Objectif : habituer les muscles à une production élevée de lactate

  • Échauffement : 400 m en nage facile + 4 × 50 m en accélération progressive
  • Série principale : 6 × 75 m, à l’allure de course sur 100 m (proche du maximum), 2 minutes de repos entre chaque répétition
  • Série principale 2 : 4 × 100 m, à 85–90 % de l’effort maximal, 3 minutes de repos entre chaque répétition
  • Récupération : 400 m en nage facile

Attention : les temps de repos entre les séries de production de lactate doivent être suffisants (2–3 minutes), l’objectif étant de maintenir une vitesse de haute qualité à chaque répétition, et non d’accumuler de la fatigue pour tenir l’endurance.

B. Séance d’endurance lactique (nageurs de 200–400 m)

Objectif : améliorer la puissance soutenue en situation d’accumulation de lactate

  • Échauffement : 500 m
  • Série principale : 3 × 200 m, à l’allure de course sur 400 m (RPE 8–8,5), 90 secondes de repos entre chaque répétition
  • Série principale 2 : 2 × 300 m, à une allure légèrement plus lente que l’allure de course sur 400 m, 2 minutes de repos entre chaque répétition
  • Récupération : 300 m en nage facile

C. Séance d’élimination du lactate (nageurs de 400 m et plus)

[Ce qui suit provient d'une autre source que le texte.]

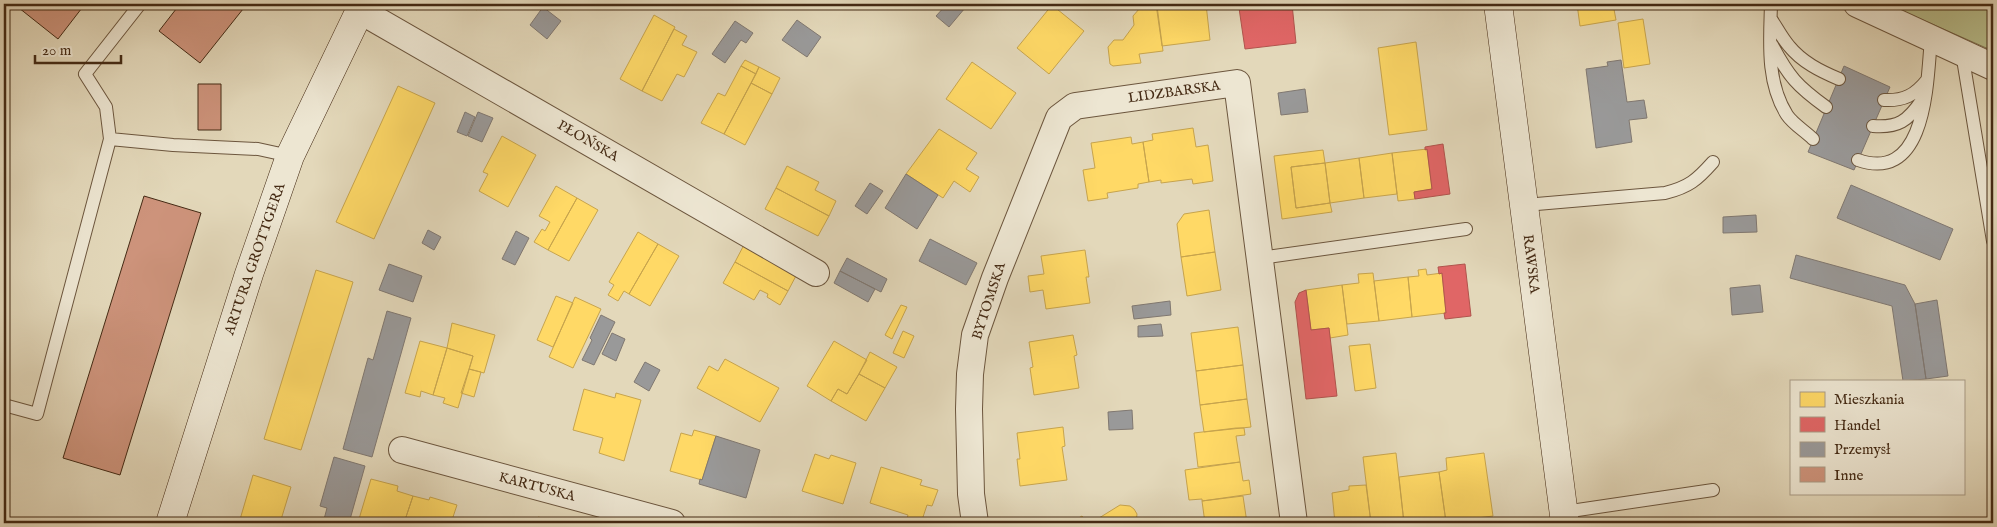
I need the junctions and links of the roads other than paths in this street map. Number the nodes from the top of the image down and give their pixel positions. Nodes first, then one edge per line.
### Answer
1 (140, 4) edge
2 (1498, 4) edge
3 (1771, 4) edge
4 (1857, 4) edge
5 (361, 7) edge
6 (1771, 19) junction
7 (1931, 38) junction
8 (1770, 43) junction
9 (1962, 52) junction
10 (1993, 67) edge
11 (1839, 79) dead end
12 (1928, 79) junction
13 (1925, 96) junction
14 (1884, 100) dead end
15 (1826, 108) dead end
16 (1059, 118) joint
17 (1872, 126) dead end
18 (110, 139) junction
19 (1813, 139) dead end
20 (290, 156) junction
21 (1858, 160) dead end
22 (1713, 162) dead end
23 (1524, 205) junction
24 (1466, 228) dead end
25 (1993, 232) edge
26 (1260, 258) junction
27 (816, 273) dead end
28 (4, 405) edge
29 (402, 450) dead end
30 (1713, 490) dead end
31 (1564, 518) edge
32 (170, 523) edge
33 (672, 523) edge
34 (975, 523) edge
35 (1294, 523) edge

1 - 18 lane
2 - 23 main road, RAWSKA
3 - 6 lane
4 - 7 street
5 - 20 main road, ARTURA GROTTGERA
5 - 27 street, PŁOŃSKA
6 - 8 lane
6 - 11 lane
7 - 9 street
7 - 12 lane
8 - 15 lane
8 - 19 lane
9 - 10 street
9 - 25 lane
12 - 13 lane
12 - 14 lane
13 - 17 lane
13 - 21 lane
16 - 26 street, LIDZBARSKA
16 - 34 street, BYTOMSKA
18 - 20 lane
18 - 28 lane
20 - 32 main road, ARTURA GROTTGERA
22 - 23 lane
23 - 31 main road, RAWSKA
24 - 26 lane
26 - 35 street, LIDZBARSKA
29 - 33 street, KARTUSKA
30 - 31 lane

Objectif : maintenir l’effort à intensité modérée, améliorer la capacité aérobie à éliminer le lactate

  • Échauffement : 500 m
  • Série principale : 10 × 100 m, les 5 premières à CSS + 5 secondes, les 5 dernières à l’allure CSS, 20 secondes de repos tout au long
  • Récupération : 300 m en nage facile

Signes d’alerte du surentraînement

  • Plus de 2 séances de lactate par semaine, sans récupération en nage facile suffisante
  • Fatigue extrême ressentie plus de 24 heures après chaque séance à haute intensité
  • Performances stagnantes ou en baisse alors que le volume d’entraînement augmente

L’entraînement au lactate est recommandé au maximum 2 fois par semaine, avec au moins 1 jour de nage facile ou de repos entre chaque séance.

Conseils pratiques

  1. Enregistrer la fréquence cardiaque au repos avant une séance de lactate ; si elle est supérieure de plus de 5 bpm à la moyenne, envisager de réduire l’intensité ou de passer à une nage facile
  2. Noter immédiatement le temps de chaque répétition après la séance, observer la courbe de fatigue, et confirmer que l’intensité se situe dans la zone cible
  3. Pour les nageurs qui découvrent l’entraînement au lactate, il est recommandé de commencer par la « séance d’endurance lactique » plutôt que par les sprints maximaux de « production de lactate »
  4. L’entraînement au lactate ne doit pas représenter une part trop importante en période de base ; il est généralement augmenté progressivement 8 à 12 semaines avant la période de compétition

Conclusion

L’entraînement anaérobie au lactate est la dernière pièce du puzzle de la performance en natation, mais il doit reposer sur une base aérobie suffisante. Concevoir des séances de lactate avec une intensité correcte, un nombre de séries approprié et une récupération complète permet réellement d’améliorer la capacité de sprint des nageurs aux moments clés de la compétition, plutôt que d’accumuler simplement de la fatigue.